Here you can configure the different options of the plugin, but mainly establish where the programs that are needed are located.

Using with many images
----------------------------------------------------------------
Import all the images of the project up to a maximum of 250 .
Up to 100 images recommended.
Go to the top layer, select with the magic wand the white area of the speech bubbles, the text gaps are eliminated when executing the script, or Select-Remove Holes. In some cases it will be necessary to separate the text balloons, this can be easily done by cutting them with a line using Toggle [Quick Mask](https://docs.gimp.org/2.10/en/gimp-image-window-qmask-button.html "Quick Mask"), which allows you to use tools such as a brush or pencil, to draw the selected.
Tutorial Quick Mask
[![IMAGE ALT TEXT HERE](http://img.youtube.com/vi/aa4bbAYiREo/0.jpg)](https://www.youtube.com/watch?v=aa4bbAYiREo)

Once you have the selected areas (multiple speech bubbles), this can be saved with **Selection to Path** or **Selection to Path <-->**. Which will remove the gaps, will move the active layer to the last one and select the top layer. Repeat the process, but now you can use the Ctrl-F key combination, which will repeat the last action (script), without a dialog box.

#### Tip
It is recommended to hide all other images/layers so Gimp doesn't slow down. The best way to hide layers in the current level is by pressing Shift plus the left mouse button.

![](https://farm8.staticflickr.com/7725/17244826968_8e6fd5208b_o.gif)

http://ahmed.amayem.com/gimp-hide-all-layers-show-all-layers/

#### Exporting many images (Groups)

To export many grouped images, this other plugin is necessary

##### File - Export layers... (plugin)

![](https://khalim19.github.io/gimp-plugin-export-layers/images/screenshot_dialog_basic_usage.png)

https://github.com/khalim19/gimp-plugin-export-layers/releases
https://khalim19.github.io/gimp-plugin-export-layers/sections/Installation.html

# Usage

[![IMAGE ALT TEXT HERE](http://img.youtube.com/vi/ovtaJguCYV8/0.jpg)](https://youtu.be/ovtaJguCYV8)
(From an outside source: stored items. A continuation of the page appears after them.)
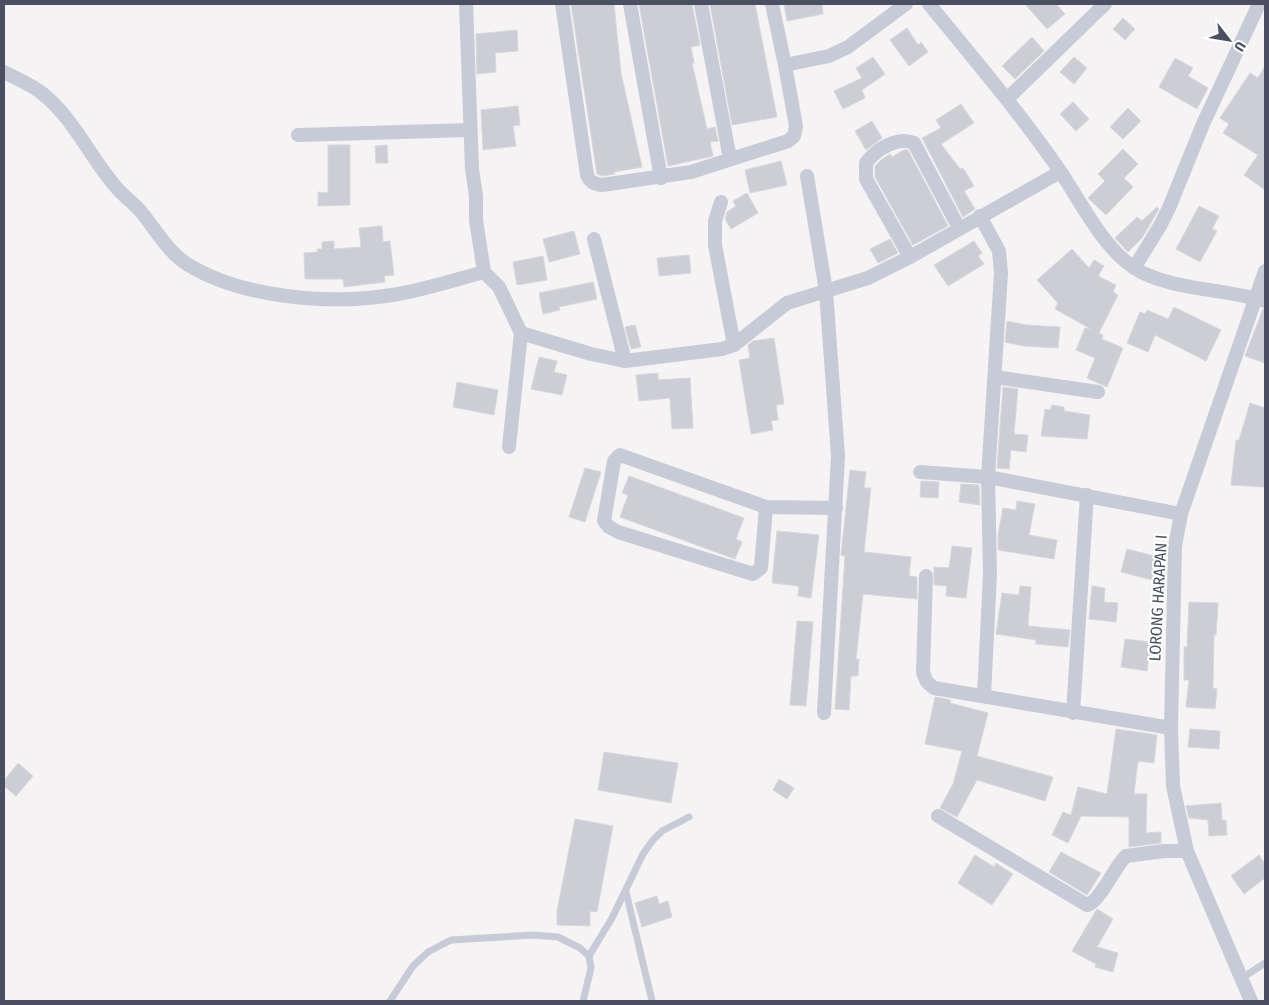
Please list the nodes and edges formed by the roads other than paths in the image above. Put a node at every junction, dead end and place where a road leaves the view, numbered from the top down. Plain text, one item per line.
1 (466, 4) edge
2 (562, 4) edge
3 (630, 4) edge
4 (701, 4) edge
5 (772, 4) edge
6 (906, 4) edge
7 (929, 4) edge
8 (1105, 4) edge
9 (1259, 4) edge
10 (785, 65) junction
11 (4, 72) edge
12 (1007, 98) junction
13 (470, 130) junction
14 (298, 135) dead end
15 (730, 159) junction
16 (1060, 172) junction
17 (807, 176) dead end
18 (661, 178) junction
19 (721, 202) dead end
20 (980, 216) junction
21 (958, 228) junction
22 (594, 239) dead end
23 (910, 257) junction
24 (1134, 268) junction
25 (484, 272) junction
26 (1265, 272) edge
27 (826, 290) junction
28 (1261, 299) edge
29 (520, 332) junction
30 (734, 345) junction
31 (625, 361) junction
32 (995, 377) junction
33 (1098, 392) dead end
34 (509, 447) dead end
35 (920, 472) dead end
36 (988, 478) junction
37 (1087, 496) junction
38 (766, 507) junction
39 (836, 508) junction
40 (1181, 514) junction
41 (926, 576) dead end
42 (984, 696) junction
43 (824, 713) dead end
44 (1073, 713) junction
45 (1171, 728) junction
46 (689, 816) dead end
47 (938, 816) dead end
48 (1187, 852) junction
49 (626, 892) junction
50 (589, 956) junction
51 (1265, 963) edge
52 (1242, 978) junction
53 (390, 1001) edge
54 (583, 1001) edge
55 (652, 1001) edge
56 (1251, 1001) edge

1 - 13 street
2 - 18 street
3 - 18 street
4 - 15 street
5 - 10 street
6 - 10 street
7 - 12 street
8 - 12 street
9 - 24 street
10 - 15 street
11 - 25 street
12 - 16 street
13 - 14 street
13 - 25 street
15 - 18 street
16 - 20 street
16 - 24 street
17 - 27 street
19 - 30 street
20 - 21 street
20 - 32 street
21 - 23 street
21 - 23 street
22 - 31 street
23 - 27 street
24 - 28 street
25 - 29 street
26 - 28 street, LORONG HARAPAN I
27 - 30 street
27 - 39 street
28 - 40 street, LORONG HARAPAN I
29 - 31 street
29 - 34 street
30 - 31 street
32 - 33 street
32 - 36 street
35 - 36 street
36 - 37 street
36 - 42 street
37 - 40 street
37 - 44 street
38 - 38 street
38 - 39 street
39 - 43 street
40 - 45 street, LORONG HARAPAN I
41 - 42 street
42 - 44 street
44 - 45 street
45 - 48 street, LORONG HARAPAN I
46 - 49 lane
47 - 48 street
48 - 52 street, LORONG HARAPAN I
49 - 50 lane
49 - 55 lane
50 - 53 lane
50 - 54 lane
51 - 52 lane
52 - 56 street, LORONG HARAPAN I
[![IMAGE ALT TEXT HERE](http://img.youtube.com/vi/sASVPqiOojo/0.jpg)](https://youtu.be/https://youtu.be/sASVPqiOojo)

**Tips**
- **EditOCRText.html.**- This file is used to be able to edit in a web browser, but it is also compatible with HTA, so you can change the extension from html to hta, and it will run as a program

#### LINKS.

OCR Optical character recognition or optical character reader
Tesseract: use 4.0 alpha, is legacy tessdata 3.0 (languages)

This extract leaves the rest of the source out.